Le poste est en armes. Les canons et les mitrailleuses ont leur gueule tournée vers le grand arc qui relie le Taraft à la Gara et dont la corde est faite de l’horizon mauve des montagnes des Beni M’Guild.

Vers 9h la fusillade commence. Cela se passe derrière la Table. On peut aisément suivre le combat. D’abord des coups de feu espacés, ceux des partisans d’avant-garde, économes de leur poudre. Puis des coups de feu par trois, par quatre : ce sont les goumiers et les spahis ; peut-être ont-ils mis pied à terre. La fusillade de la cavalerie se prolonge assez longtemps : on en peut déduire que l’ennemi s’égaye et refuse le combat. Il est surpris. De tous les points des montagnes qui nous entourent des appels sont lancés. J’aime ces voix aiguës qui fusent dans l’espace d’un sommet à l’autre : elles passent au-dessus de nous comme des choses ailées. Deux signaleurs qui se renseignent mutuellement sont à sept kilomètres l’un de l’autre. Leurs paroles, qui ne sont pas des cris, traversent dans sa plus grande largeur la plaine de M’rirt. Vers l’oum er Rbia des feux s’allument et leur fumée monte très haut dans l’air calme. Ainsi les Zaian se signalent le danger et de toutes parts les cavaliers s’élancent pour aller secourir leurs frères attaqués. Nous les voyons, obligés de contourner largement le poste pour franchir la plaine, filer au galop de leurs vifs coursiers par les ravins qui mènent à El Hammam.

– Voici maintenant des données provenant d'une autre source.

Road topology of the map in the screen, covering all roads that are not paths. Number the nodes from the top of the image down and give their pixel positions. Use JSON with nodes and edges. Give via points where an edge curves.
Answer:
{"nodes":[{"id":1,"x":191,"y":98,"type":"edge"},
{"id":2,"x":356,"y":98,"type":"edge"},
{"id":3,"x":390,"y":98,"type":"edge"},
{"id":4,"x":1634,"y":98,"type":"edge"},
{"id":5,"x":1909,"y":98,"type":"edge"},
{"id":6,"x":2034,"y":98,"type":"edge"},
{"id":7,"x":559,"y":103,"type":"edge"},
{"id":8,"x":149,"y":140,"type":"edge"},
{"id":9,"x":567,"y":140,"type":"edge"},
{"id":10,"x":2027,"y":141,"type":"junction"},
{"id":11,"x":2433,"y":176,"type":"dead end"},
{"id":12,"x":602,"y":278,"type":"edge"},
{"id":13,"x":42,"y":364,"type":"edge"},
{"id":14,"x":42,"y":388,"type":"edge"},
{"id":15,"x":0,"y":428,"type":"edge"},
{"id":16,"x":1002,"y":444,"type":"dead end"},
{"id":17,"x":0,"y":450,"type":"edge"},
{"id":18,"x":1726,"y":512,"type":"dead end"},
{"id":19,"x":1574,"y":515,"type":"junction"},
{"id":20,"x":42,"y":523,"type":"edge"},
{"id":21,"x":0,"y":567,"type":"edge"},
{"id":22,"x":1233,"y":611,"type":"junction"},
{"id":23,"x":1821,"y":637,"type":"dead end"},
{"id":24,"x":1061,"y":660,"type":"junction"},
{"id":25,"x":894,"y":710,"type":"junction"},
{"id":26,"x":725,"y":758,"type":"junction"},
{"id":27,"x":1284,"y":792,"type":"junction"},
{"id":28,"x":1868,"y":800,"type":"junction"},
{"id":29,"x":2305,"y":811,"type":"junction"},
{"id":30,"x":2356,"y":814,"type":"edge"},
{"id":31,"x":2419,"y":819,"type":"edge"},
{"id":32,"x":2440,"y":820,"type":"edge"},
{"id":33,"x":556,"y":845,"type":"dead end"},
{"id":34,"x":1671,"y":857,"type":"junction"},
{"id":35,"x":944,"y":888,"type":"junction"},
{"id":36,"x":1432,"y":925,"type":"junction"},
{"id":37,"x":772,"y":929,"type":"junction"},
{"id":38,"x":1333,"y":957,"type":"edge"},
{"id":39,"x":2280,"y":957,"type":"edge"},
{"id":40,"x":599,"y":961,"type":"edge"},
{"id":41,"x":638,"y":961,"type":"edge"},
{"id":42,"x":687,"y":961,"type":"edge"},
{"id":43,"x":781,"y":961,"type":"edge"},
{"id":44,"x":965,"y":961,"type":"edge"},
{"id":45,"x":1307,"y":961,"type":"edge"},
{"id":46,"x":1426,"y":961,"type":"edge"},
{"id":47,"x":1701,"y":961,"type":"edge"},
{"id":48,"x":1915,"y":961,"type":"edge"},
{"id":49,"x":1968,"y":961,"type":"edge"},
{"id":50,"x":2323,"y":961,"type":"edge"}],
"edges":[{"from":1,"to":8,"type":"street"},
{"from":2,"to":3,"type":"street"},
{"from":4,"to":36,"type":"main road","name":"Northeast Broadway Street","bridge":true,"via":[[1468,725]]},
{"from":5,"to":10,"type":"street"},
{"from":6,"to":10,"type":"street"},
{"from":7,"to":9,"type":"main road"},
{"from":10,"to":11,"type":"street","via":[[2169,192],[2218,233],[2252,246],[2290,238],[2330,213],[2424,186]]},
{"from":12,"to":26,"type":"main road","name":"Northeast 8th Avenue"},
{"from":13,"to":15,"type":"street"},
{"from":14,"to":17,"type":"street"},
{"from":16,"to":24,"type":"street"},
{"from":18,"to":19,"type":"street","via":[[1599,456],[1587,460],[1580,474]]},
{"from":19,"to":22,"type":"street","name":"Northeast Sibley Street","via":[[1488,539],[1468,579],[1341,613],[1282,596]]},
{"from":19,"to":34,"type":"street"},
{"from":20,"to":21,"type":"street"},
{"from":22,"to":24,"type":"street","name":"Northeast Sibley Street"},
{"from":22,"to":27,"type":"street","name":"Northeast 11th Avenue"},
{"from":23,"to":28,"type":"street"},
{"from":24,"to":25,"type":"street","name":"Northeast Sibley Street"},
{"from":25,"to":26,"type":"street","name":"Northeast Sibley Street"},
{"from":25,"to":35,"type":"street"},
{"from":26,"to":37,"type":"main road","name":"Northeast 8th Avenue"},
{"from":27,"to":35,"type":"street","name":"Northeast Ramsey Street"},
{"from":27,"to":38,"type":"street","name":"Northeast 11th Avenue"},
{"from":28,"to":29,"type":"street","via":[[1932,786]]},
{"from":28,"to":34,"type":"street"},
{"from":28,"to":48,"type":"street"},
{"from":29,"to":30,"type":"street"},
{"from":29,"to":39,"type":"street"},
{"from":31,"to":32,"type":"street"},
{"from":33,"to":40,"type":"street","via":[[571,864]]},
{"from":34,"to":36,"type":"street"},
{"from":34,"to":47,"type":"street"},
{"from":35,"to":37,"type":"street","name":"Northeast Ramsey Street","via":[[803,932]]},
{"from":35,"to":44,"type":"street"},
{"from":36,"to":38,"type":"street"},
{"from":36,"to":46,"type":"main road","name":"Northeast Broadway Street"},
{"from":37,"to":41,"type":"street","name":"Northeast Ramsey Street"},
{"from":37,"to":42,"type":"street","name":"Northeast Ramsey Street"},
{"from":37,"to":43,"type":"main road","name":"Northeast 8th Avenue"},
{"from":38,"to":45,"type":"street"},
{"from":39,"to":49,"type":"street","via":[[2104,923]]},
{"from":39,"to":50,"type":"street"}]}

La fusillade, pendant ce temps, croît et décroît. Ploploplo de mitrailleuses. Quelques coups de canon. On sent que l’ennemi ne se laisse toujours pas accrocher : c’est qu’il n’est pas en nombre. Des renforts lui viennent cependant d’un peu partout. Voilà Rossi qui, du haut du Taraft, tire par salves sur des groupes venus du nord et de l’ouest. Les canons du poste tirent vers l’oum er Rbia sur des groupes de fantassins et de cavaliers.

A dix heures, une lourde nappe de fumée jaunâtre venant de derrière la Gara glisse au flanc des forêts de l’Amane Iramémine. Est-ce la casbah d’El Hammam qui brûle ? C’est probable, car à partir de ce moment le feu des mitrailleuses se ralentit et s’espace.

Les alouettes chantent dans l’air léger. Les fines colonnes des fumées-signaux montent sans une défaillance vers le soleil. Deux sentinelles Zaian, immobiles sur un mamelon vert, nous surveillent. Et un vieillard dirige péniblement sa charrue dans les cailloux, au fond de la plaine… Un vieillard ?… C’est certain : s’il n’était pas un vieillard serait-il là, penché sur ce soc ? Ses fils sont au baroud, cela est certain aussi.

Les alouettes chantent. On dirait des fifres que les mitrailleuses accompagnent au tambour.

Mais voici le lourd tonnerre des canons qui gronde dans la montagne. Les coups succèdent aux coups avec une belle frénésie. Rossi tire par salves, et ses mitrailleuses dévorent des bandes et des bandes de cartouches. Ah ! je vois bien quelle est sa cible… Ce que je prenais tout à l’heure pour un éboulis de pierres derrière la casbah de Titaouine c’était une cinquantaine de fantassins Zaian, immobiles, confondus avec le terrain, à l’affût. Nous tirons sur eux quelques obus à mélinite qui les dispersent aisément. La lourde fumée jaune de la casbah qui brûle s’épaissit et voile l’horizon. Le vieillard persiste derrière sa charrue.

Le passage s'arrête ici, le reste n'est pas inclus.